**What to produce**
Exclude any images and output the remaining records exactly.

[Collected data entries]
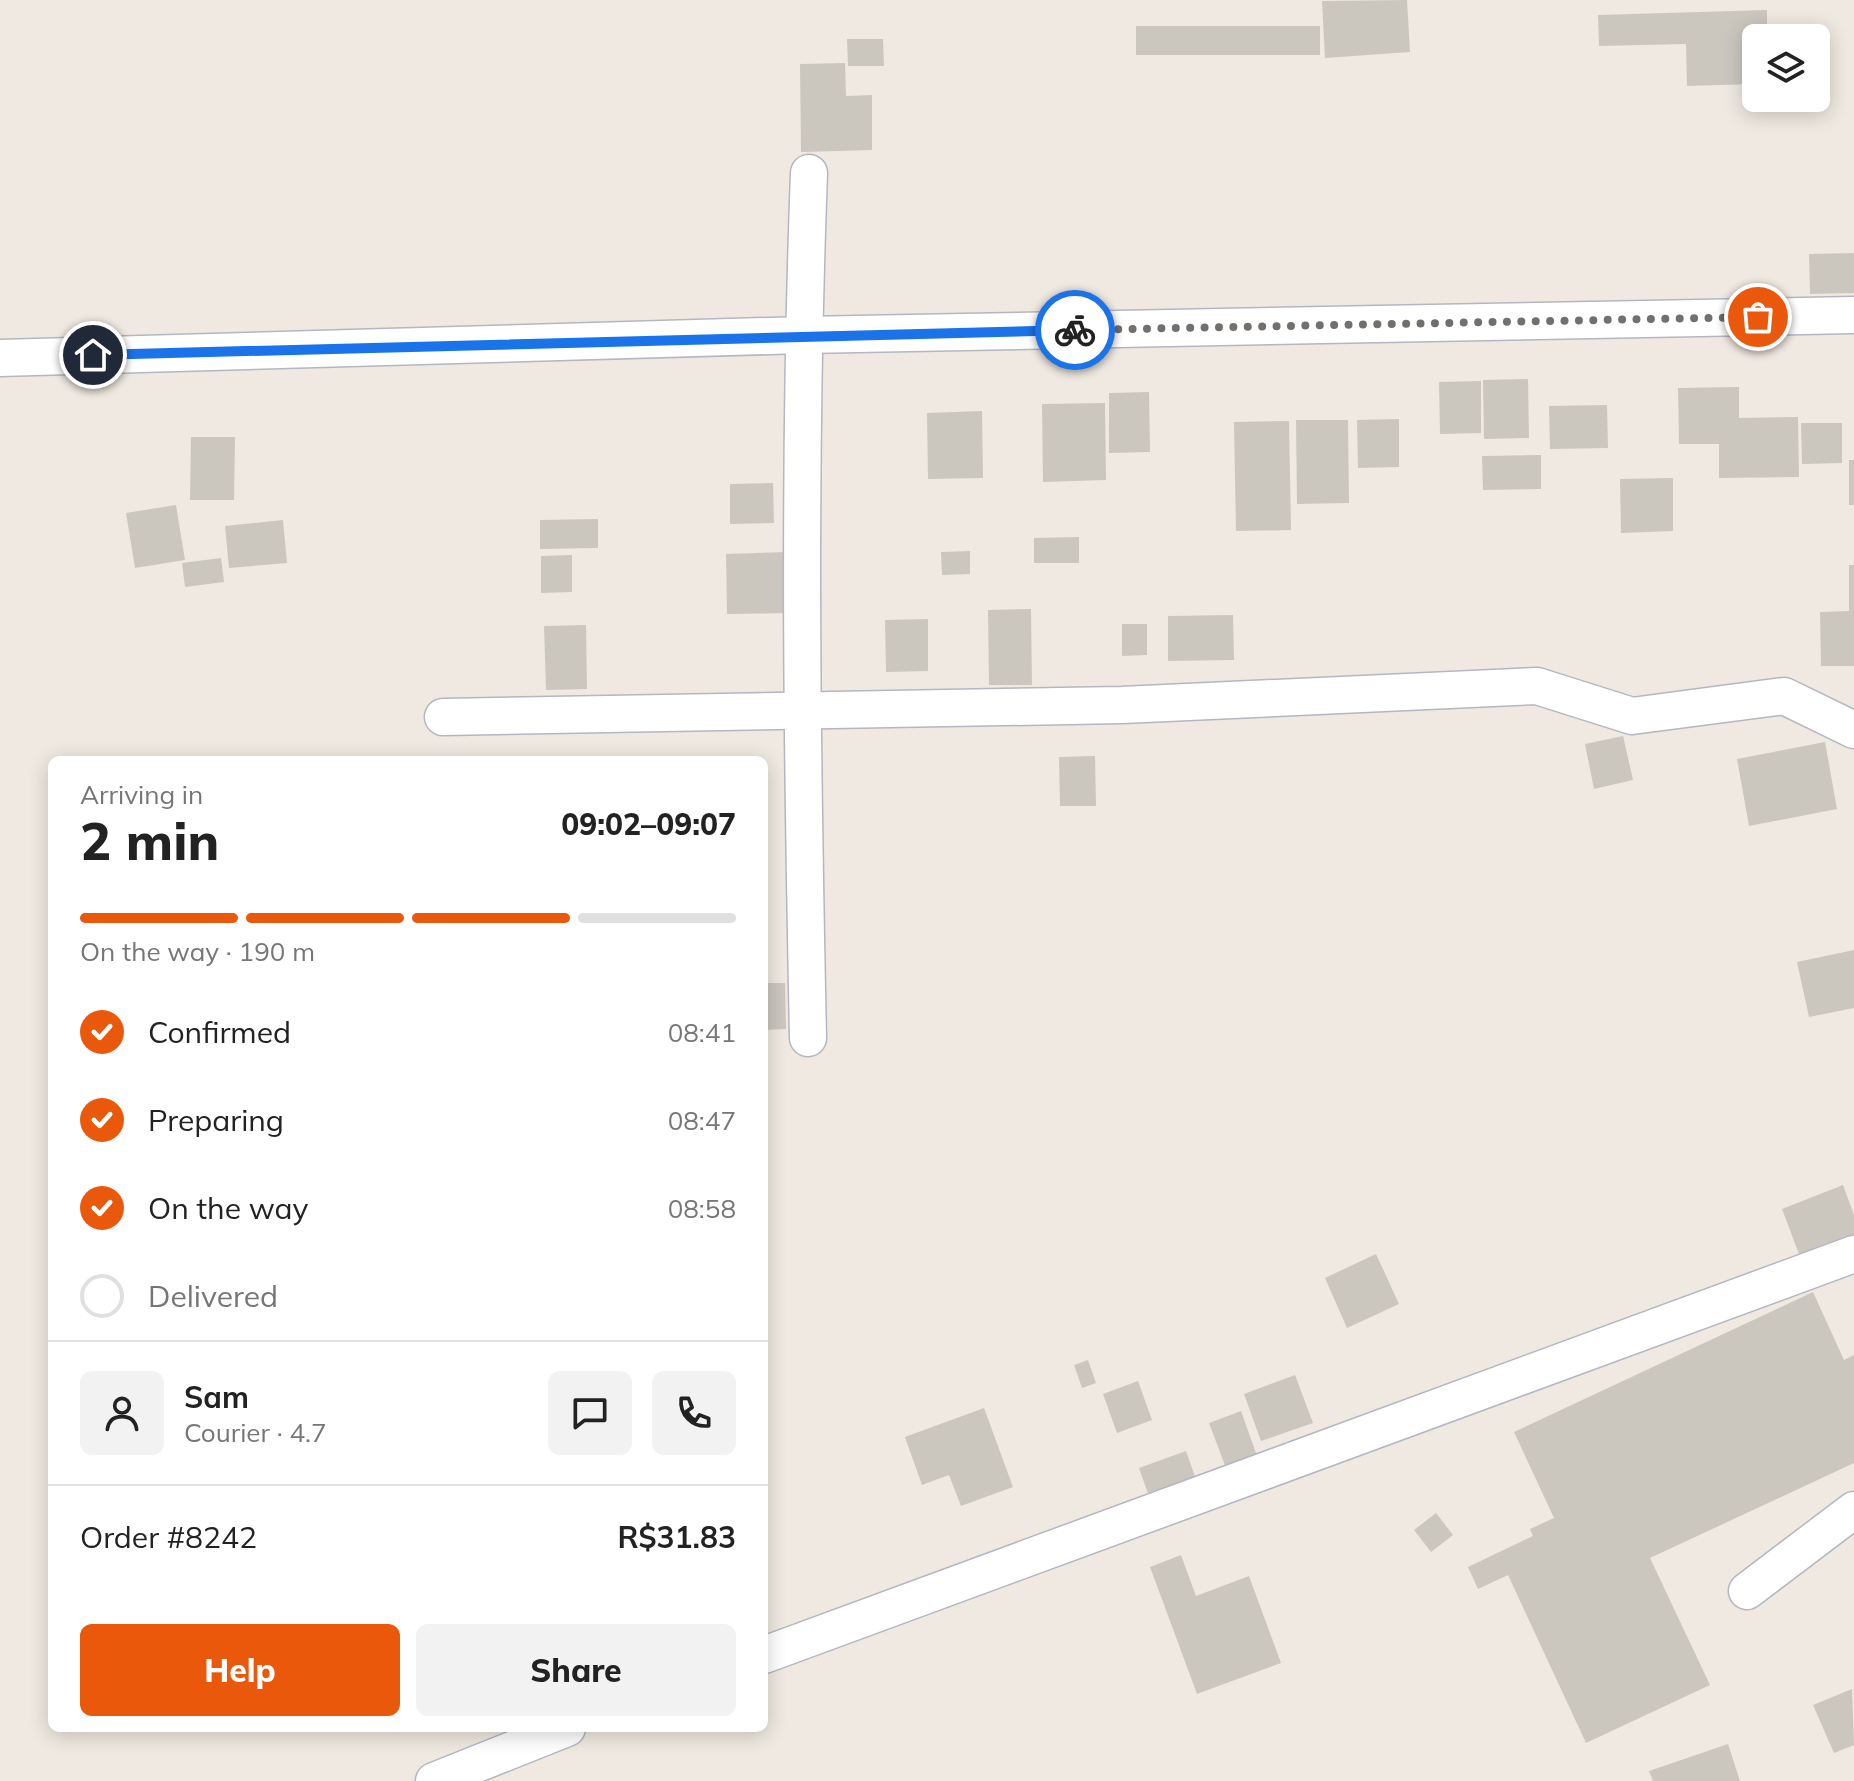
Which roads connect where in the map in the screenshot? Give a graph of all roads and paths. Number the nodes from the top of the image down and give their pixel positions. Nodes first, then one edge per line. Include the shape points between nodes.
1 (809, 173) dead end
2 (1854, 315) edge
3 (803, 335) junction
4 (0, 358) edge
5 (801, 710) junction
6 (443, 717) dead end
7 (1854, 730) edge
8 (808, 1038) dead end
9 (1854, 1254) edge
10 (1854, 1510) edge
11 (1747, 1591) dead end
12 (768, 1654) edge
13 (557, 1732) edge
14 (434, 1781) edge

1 - 3 street
2 - 3 street
3 - 4 street
3 - 5 street
5 - 6 street
5 - 7 street via 1122,705 1537,686 1632,716 1784,696
5 - 8 street
9 - 12 street
10 - 11 street
13 - 14 street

**Solution to this problem**
Which roads connect where in the map in the screenshot? Give a graph of all roads and paths. Number the nodes from the top of the image down and give their pixel positions. Nodes first, then one edge per line. Include the shape points between nodes.
1 (809, 173) dead end
2 (1854, 315) edge
3 (803, 335) junction
4 (0, 358) edge
5 (801, 710) junction
6 (443, 717) dead end
7 (1854, 730) edge
8 (808, 1038) dead end
9 (1854, 1254) edge
10 (1854, 1510) edge
11 (1747, 1591) dead end
12 (768, 1654) edge
13 (557, 1732) edge
14 (434, 1781) edge

1 - 3 street
2 - 3 street
3 - 4 street
3 - 5 street
5 - 6 street
5 - 7 street via 1122,705 1537,686 1632,716 1784,696
5 - 8 street
9 - 12 street
10 - 11 street
13 - 14 street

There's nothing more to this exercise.